The challenge

Spasticity is a muscle disorder that occurs in commonly in stroke patients. In spasticity, the affected muscle becomes abnormally stiff and results in abnormalities of joint movements.  Prolonged and severe spasticity can cause pain and contractures of joints with resultant impairment on function. For example, spasticity of the upper limb can impair upper limb use and that of the lower limb can affect gait. Spasticity is a common complication in stroke patients with a prevalence of 30-80%. In a study of chronic stroke patients attending a rehabilitation clinic locally, many patients had symptomatic upper limb spasticity.

 In clinical practice, spasticity is evaluated by moving the affected joint through its range of motion, and then grading the degree of resistance felt as the joint is moved. Clinical scales used include the Modified Ashworth Scale and the Tardieu Scale. Although these scales are easy to use, they are subjective, has low inter-rater reliability and are not sensitive to mild changes in spasticity. Limited methods of quantitative measurements of spasticity exist, but these methods involve the use of bulky and complex systems, and are not practical for routine clinical use.

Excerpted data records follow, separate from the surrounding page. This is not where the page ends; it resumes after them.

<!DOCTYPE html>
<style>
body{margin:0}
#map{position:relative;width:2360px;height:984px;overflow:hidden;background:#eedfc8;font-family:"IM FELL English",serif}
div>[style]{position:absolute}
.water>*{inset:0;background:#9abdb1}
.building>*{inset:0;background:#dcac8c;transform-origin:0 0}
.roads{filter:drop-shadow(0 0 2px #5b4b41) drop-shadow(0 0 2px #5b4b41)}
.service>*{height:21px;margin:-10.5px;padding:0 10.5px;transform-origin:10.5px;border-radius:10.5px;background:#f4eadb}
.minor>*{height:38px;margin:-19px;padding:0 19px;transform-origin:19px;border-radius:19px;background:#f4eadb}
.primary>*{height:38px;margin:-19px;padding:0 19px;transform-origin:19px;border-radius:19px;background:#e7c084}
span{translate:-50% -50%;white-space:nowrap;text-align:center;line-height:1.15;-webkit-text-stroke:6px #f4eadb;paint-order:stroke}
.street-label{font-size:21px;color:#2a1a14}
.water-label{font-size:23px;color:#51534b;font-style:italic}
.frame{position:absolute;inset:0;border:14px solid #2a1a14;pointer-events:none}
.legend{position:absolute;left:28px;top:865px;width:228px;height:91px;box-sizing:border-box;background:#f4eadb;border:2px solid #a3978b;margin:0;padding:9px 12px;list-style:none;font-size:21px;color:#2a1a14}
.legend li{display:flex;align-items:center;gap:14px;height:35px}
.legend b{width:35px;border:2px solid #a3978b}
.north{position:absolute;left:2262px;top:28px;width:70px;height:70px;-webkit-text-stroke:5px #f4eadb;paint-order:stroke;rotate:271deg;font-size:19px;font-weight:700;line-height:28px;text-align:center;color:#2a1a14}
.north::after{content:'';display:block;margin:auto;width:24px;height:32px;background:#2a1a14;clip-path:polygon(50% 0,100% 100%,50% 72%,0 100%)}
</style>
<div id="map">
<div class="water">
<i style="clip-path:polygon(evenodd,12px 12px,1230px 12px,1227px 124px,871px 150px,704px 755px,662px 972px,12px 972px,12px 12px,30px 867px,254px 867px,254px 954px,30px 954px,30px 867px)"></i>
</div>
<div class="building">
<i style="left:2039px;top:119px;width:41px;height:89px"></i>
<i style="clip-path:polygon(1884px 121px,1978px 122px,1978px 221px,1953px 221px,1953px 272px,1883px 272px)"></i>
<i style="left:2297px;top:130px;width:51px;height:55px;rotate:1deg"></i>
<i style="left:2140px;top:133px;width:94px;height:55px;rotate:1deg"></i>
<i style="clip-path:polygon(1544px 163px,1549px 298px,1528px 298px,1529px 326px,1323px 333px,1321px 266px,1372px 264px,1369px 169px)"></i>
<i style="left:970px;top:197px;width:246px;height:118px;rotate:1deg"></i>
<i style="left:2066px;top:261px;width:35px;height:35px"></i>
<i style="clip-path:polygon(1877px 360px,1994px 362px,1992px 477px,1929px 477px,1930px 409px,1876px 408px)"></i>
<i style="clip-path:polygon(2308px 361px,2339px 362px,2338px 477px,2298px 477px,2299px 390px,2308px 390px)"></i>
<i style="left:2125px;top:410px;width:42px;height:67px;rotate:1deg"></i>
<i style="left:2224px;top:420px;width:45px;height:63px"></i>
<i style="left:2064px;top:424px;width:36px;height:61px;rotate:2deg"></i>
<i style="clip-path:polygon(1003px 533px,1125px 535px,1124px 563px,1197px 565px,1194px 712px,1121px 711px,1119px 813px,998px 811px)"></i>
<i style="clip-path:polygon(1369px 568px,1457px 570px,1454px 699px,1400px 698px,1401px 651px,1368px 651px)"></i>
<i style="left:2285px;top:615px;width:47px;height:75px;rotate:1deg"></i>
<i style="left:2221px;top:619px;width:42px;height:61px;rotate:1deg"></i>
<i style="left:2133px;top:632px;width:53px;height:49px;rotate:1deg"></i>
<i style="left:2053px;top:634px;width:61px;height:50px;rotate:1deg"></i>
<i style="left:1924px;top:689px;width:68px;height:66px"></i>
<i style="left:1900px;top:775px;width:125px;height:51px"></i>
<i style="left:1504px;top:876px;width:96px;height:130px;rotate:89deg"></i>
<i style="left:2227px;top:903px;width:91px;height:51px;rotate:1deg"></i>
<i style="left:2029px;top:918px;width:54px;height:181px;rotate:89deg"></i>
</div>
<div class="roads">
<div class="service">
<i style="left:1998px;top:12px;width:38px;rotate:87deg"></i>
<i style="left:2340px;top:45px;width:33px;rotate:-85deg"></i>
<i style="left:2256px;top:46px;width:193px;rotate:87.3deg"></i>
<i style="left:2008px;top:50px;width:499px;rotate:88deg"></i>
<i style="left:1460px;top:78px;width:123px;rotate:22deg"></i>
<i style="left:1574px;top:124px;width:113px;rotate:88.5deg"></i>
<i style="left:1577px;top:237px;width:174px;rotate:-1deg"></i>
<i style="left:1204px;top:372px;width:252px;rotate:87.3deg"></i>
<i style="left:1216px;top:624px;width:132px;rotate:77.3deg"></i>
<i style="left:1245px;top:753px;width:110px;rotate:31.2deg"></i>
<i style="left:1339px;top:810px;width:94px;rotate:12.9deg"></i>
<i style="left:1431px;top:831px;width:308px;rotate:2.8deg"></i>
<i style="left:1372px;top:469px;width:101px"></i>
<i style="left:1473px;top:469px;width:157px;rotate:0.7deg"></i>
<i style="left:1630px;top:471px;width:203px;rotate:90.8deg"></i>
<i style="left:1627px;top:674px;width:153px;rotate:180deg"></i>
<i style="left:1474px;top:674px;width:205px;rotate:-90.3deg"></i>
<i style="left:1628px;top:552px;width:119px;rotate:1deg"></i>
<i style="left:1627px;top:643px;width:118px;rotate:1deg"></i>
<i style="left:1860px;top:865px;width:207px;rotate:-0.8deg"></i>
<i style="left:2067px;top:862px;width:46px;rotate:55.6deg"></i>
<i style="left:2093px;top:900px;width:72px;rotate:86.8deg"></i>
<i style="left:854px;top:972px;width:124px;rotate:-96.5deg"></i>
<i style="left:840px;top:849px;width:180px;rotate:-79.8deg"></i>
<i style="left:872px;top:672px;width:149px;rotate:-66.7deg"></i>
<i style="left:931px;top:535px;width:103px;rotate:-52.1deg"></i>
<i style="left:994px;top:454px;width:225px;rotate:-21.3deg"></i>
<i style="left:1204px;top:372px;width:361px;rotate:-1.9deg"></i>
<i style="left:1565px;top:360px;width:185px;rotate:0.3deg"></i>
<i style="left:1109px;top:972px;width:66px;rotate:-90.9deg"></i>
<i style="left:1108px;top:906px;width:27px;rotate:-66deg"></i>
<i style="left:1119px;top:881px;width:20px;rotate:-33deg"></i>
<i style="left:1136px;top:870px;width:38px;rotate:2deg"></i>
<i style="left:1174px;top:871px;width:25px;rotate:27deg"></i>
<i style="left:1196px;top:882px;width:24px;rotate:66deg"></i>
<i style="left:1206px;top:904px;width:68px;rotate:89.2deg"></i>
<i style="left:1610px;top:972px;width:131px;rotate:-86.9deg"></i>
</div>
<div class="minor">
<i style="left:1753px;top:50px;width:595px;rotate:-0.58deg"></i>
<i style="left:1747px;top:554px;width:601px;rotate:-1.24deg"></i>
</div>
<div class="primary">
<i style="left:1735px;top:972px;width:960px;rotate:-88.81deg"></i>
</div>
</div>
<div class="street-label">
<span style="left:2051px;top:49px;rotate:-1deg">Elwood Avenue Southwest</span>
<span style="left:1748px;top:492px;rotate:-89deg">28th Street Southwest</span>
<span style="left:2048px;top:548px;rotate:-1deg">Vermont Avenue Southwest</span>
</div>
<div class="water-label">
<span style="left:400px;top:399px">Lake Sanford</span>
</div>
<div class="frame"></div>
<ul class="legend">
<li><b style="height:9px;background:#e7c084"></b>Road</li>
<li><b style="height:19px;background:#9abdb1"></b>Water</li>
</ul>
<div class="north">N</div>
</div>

Thus there is a need for a technological solution that can measure spasticity reliably and with ease.

The proposed solution

This project aims at developing a wearable and portable solution for precise spasticity diagnosis. The combination of an actuator and a sensor lays the foundation of the wearable device. When integrated in a wearable cuff, the assembly can be applied on a certain muscle or muscle group with the sensor close to the muscle and the actuator on the outer layer. The actuator could be inflated controllably and then cause a bending motion in the sensor to register a voltage output. The amplitude and waveform of such a voltage output could be used to correlate, calibrate, and determine the severity of spasticity.

To assist the functioning of the wearable device, a testing system comprising an actuator module and a voltage readout circuit was developed with a microcontroller in a portable system. It can further communicate with a computer to enable real-time data display and digital analyses for the ease of routine clinical applications.